JAWS and the 2020 Hall of Fame Ballot: One-and-Dones, Part 3

The following article is part of Jay Jaffe’s ongoing look at the candidates on the BBWAA 2020 Hall of Fame ballot. For a detailed introduction to this year’s ballot, and other candidates in the series, use the tool above; an introduction to JAWS can be found here. For a tentative schedule and a chance to fill out a Hall of Fame ballot for our crowdsourcing project, see here. All WAR figures refer to the Baseball-Reference version unless otherwise indicated.

Batch three of my completist series features a pair of Dominican-born sluggers whose unorthodox paths to the majors stand in stark contrast to those of their countrymen — not better or worse, just different, and eye-opening. Both players beat long and circuitous paths around the majors and had power galore, topping out at 46 homers apiece, but their approaches at the plate were night and day, as were their secondary skills.

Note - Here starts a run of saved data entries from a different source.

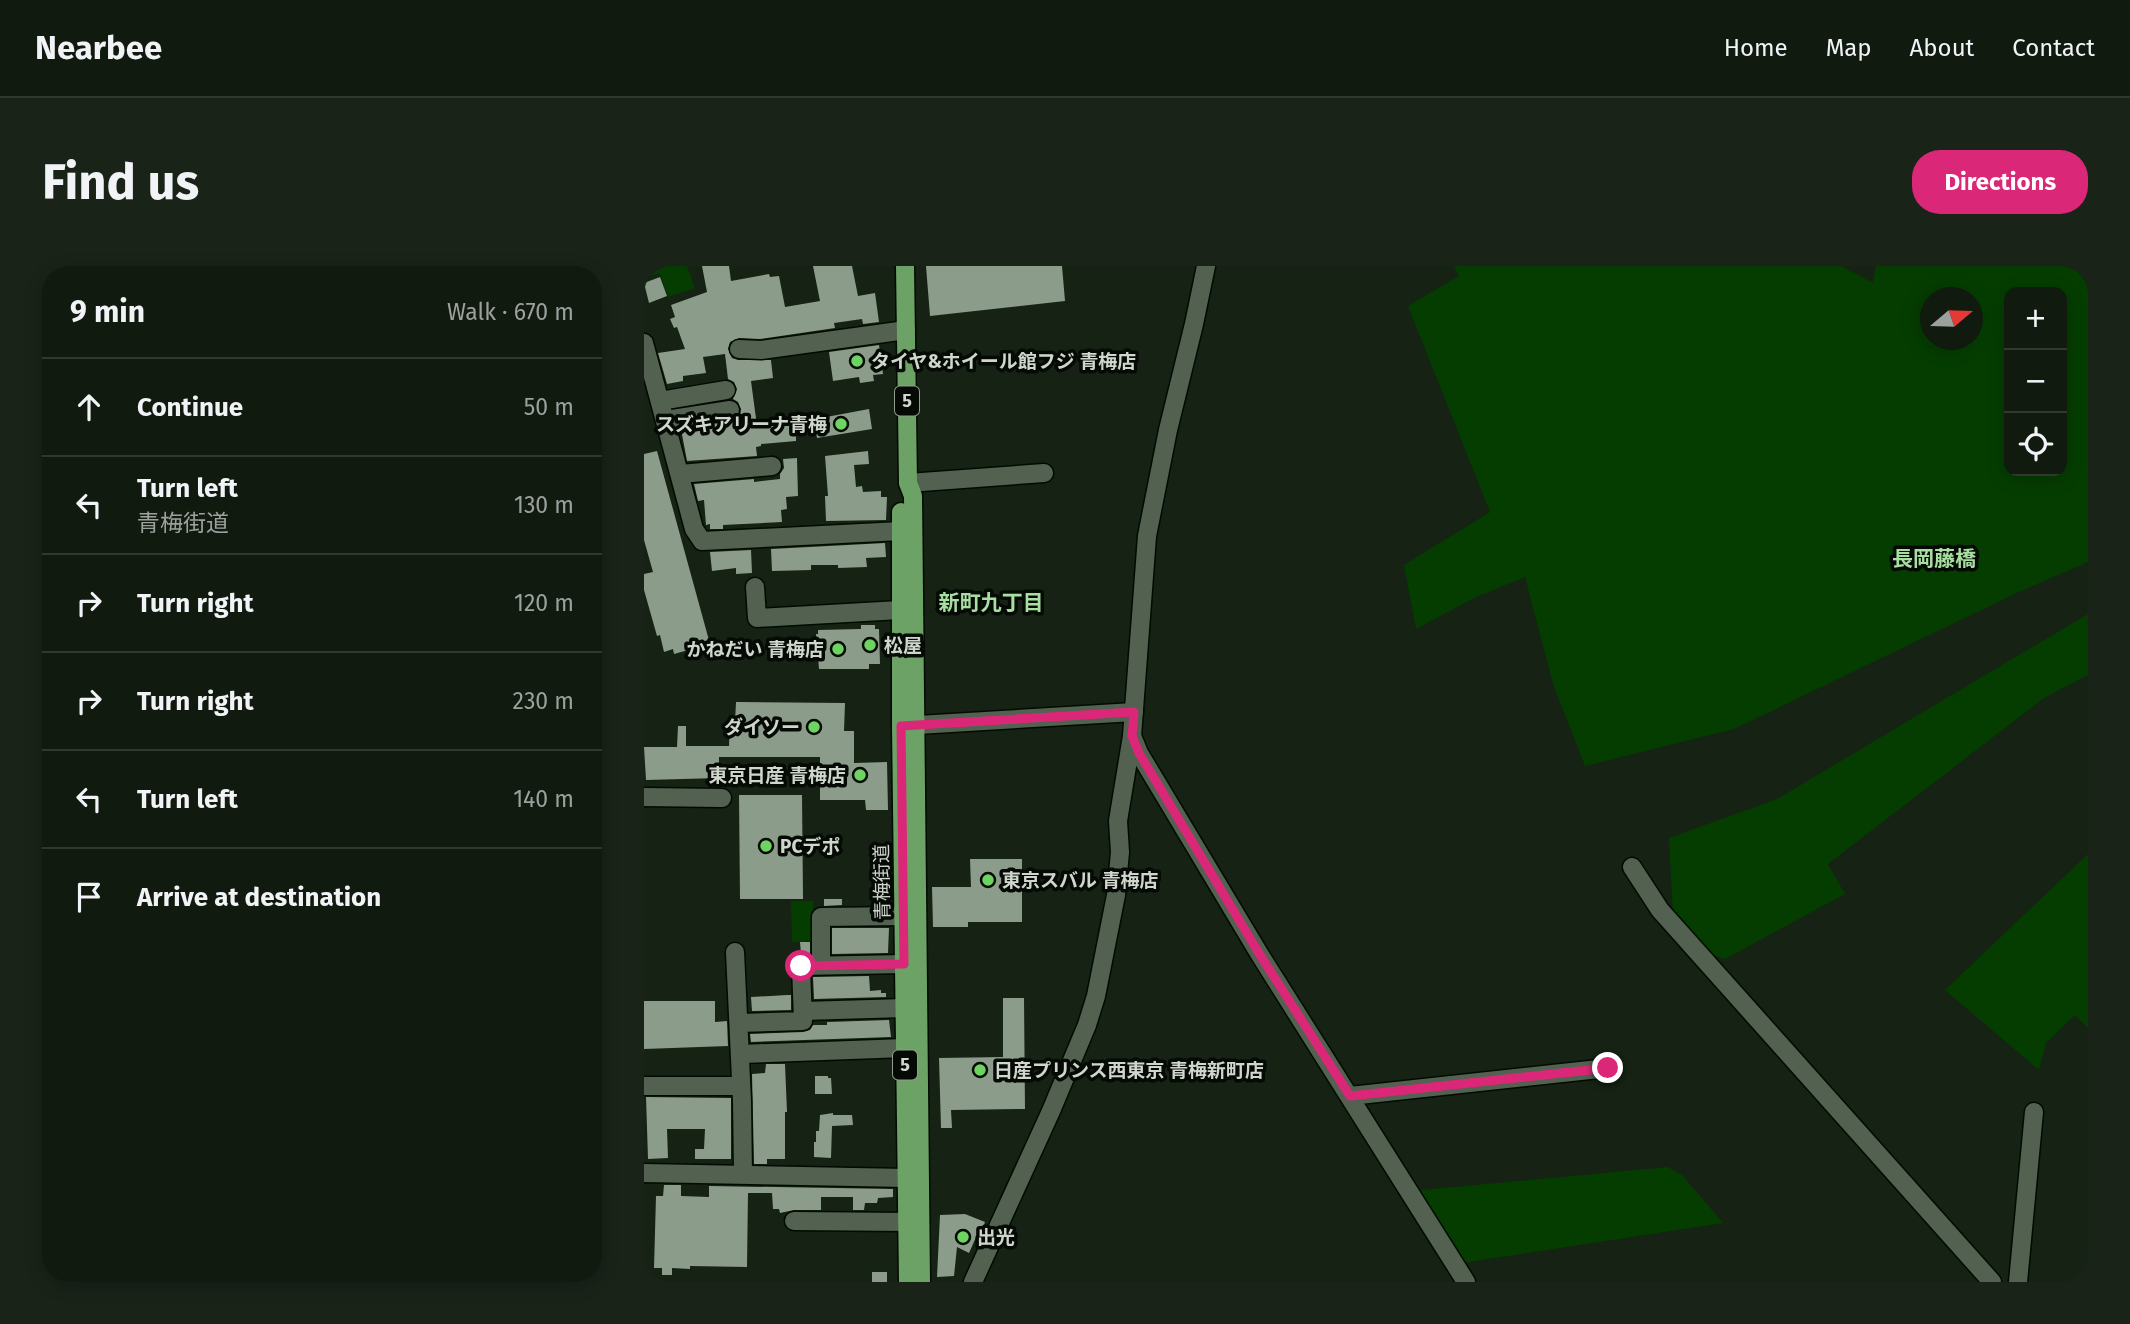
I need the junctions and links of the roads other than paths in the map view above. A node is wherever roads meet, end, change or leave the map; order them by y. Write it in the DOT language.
graph roads {
  1 [pos="905,266"];
  2 [pos="1206,266"];
  3 [pos="906,330"];
  4 [pos="644,343"];
  5 [pos="738,349"];
  6 [pos="726,390"];
  7 [pos="660,401"];
  8 [pos="730,410"];
  9 [pos="666,420"];
  10 [pos="772,467"];
  11 [pos="1044,473"];
  12 [pos="680,474"];
  13 [pos="908,483"];
  14 [pos="901,531"];
  15 [pos="755,587"];
  16 [pos="900,610"];
  17 [pos="1134,712"];
  18 [pos="908,725"];
  19 [pos="1132,736"];
  20 [pos="644,797"];
  21 [pos="722,799"];
  22 [pos="1632,867"];
  23 [pos="904,916"];
  24 [pos="736,952"];
  25 [pos="904,964"];
  26 [pos="821,965"];
  27 [pos="905,1008"];
  28 [pos="803,1011"];
  29 [pos="739,1023"];
  30 [pos="905,1048"];
  31 [pos="740,1054"];
  32 [pos="1608,1068"];
  33 [pos="644,1086"];
  34 [pos="741,1086"];
  35 [pos="1350,1096"];
  36 [pos="2034,1112"];
  37 [pos="644,1172"];
  38 [pos="743,1174"];
  39 [pos="906,1178"];
  40 [pos="794,1222"];
  41 [pos="906,1222"];
  42 [pos="908,1282"];
  43 [pos="921,1282"];
  44 [pos="973,1282"];
  45 [pos="1466,1282"];
  46 [pos="1992,1282"];
  47 [pos="2018,1282"];
  1 -- 3 [label="main road, 青梅街道 / 5"];
  2 -- 17 [label="street"];
  3 -- 5 [label="street"];
  3 -- 13 [label="main road, 青梅街道 / 5"];
  4 -- 7 [label="street"];
  6 -- 7 [label="street"];
  7 -- 9 [label="street"];
  8 -- 9 [label="street"];
  9 -- 12 [label="street"];
  10 -- 12 [label="street"];
  11 -- 13 [label="street"];
  12 -- 14 [label="street"];
  13 -- 14 [label="main road, 青梅街道 / 5"];
  13 -- 18 [label="main road, 青梅街道 / 5"];
  14 -- 16 [label="main road, 青梅街道 / 5"];
  15 -- 16 [label="street"];
  16 -- 18 [label="main road, 青梅街道 / 5"];
  17 -- 18 [label="street"];
  17 -- 19 [label="street"];
  18 -- 23 [label="main road, 青梅街道 / 5"];
  18 -- 43 [label="main road, 青梅街道 / 5"];
  19 -- 35 [label="street"];
  19 -- 44 [label="street"];
  20 -- 21 [label="street"];
  22 -- 46 [label="street"];
  23 -- 25 [label="main road, 青梅街道 / 5"];
  23 -- 26 [label="street"];
  24 -- 29 [label="street"];
  25 -- 26 [label="street"];
  25 -- 27 [label="main road, 青梅街道 / 5"];
  26 -- 28 [label="street"];
  27 -- 28 [label="street"];
  27 -- 30 [label="main road, 青梅街道 / 5"];
  28 -- 29 [label="street"];
  29 -- 31 [label="street"];
  30 -- 31 [label="street"];
  30 -- 39 [label="main road, 青梅街道 / 5"];
  31 -- 34 [label="street"];
  32 -- 35 [label="street"];
  33 -- 34 [label="street"];
  34 -- 38 [label="street"];
  35 -- 45 [label="street"];
  36 -- 47 [label="street"];
  37 -- 38 [label="street"];
  38 -- 39 [label="street"];
  39 -- 41 [label="main road, 青梅街道 / 5"];
  40 -- 41 [label="street"];
  41 -- 42 [label="main road, 青梅街道 / 5"];
}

2020 BBWAA One-And-Done Candidates, Part 3
Carlos Peña 1B 25.1 24.1 24.6 1146 286 29 .232/.346/.462 117
Alfonso Soriano LF 28.2 27.3 27.8 2095 412 289 .270/.319/.500 112
SOURCE: Baseball-Reference

Carlos Pena

Dominican-born but American-raised, Carlos Peña was a first-round pick who struggled to live up to that billing, passing through the hands of five teams in eight years before landing in Tampa Bay. While he joined a cellar-dwelling club that had known no previous success, he played a key part in their turnaround while establishing his own foothold in the majors. For a few years, he ranked among the league’s top sluggers, and among its most patient.

Peña was born on May 17, 1978 in Santo Domingo, Dominican Republic, but unlike so many of the island’s future major leaguers, he and his family moved to the United States while he was growing up. At the urging of Peña’s uncle Frank, who lived on Long Island, his father Felipe, an electrical engineer for the Dominican government, applied for and received a visa in 1990. Felipe and wife Juana, a teacher, wanted access to better education for their four children as well as a chance for their three sons to continue pursuing baseball. They moved to Haverhill, Massachusetts, where Felipe got a job with a utility company and eventually earned a master’s degree in business at Cambridge College, and Juana worked in a nursing home and returned to teaching.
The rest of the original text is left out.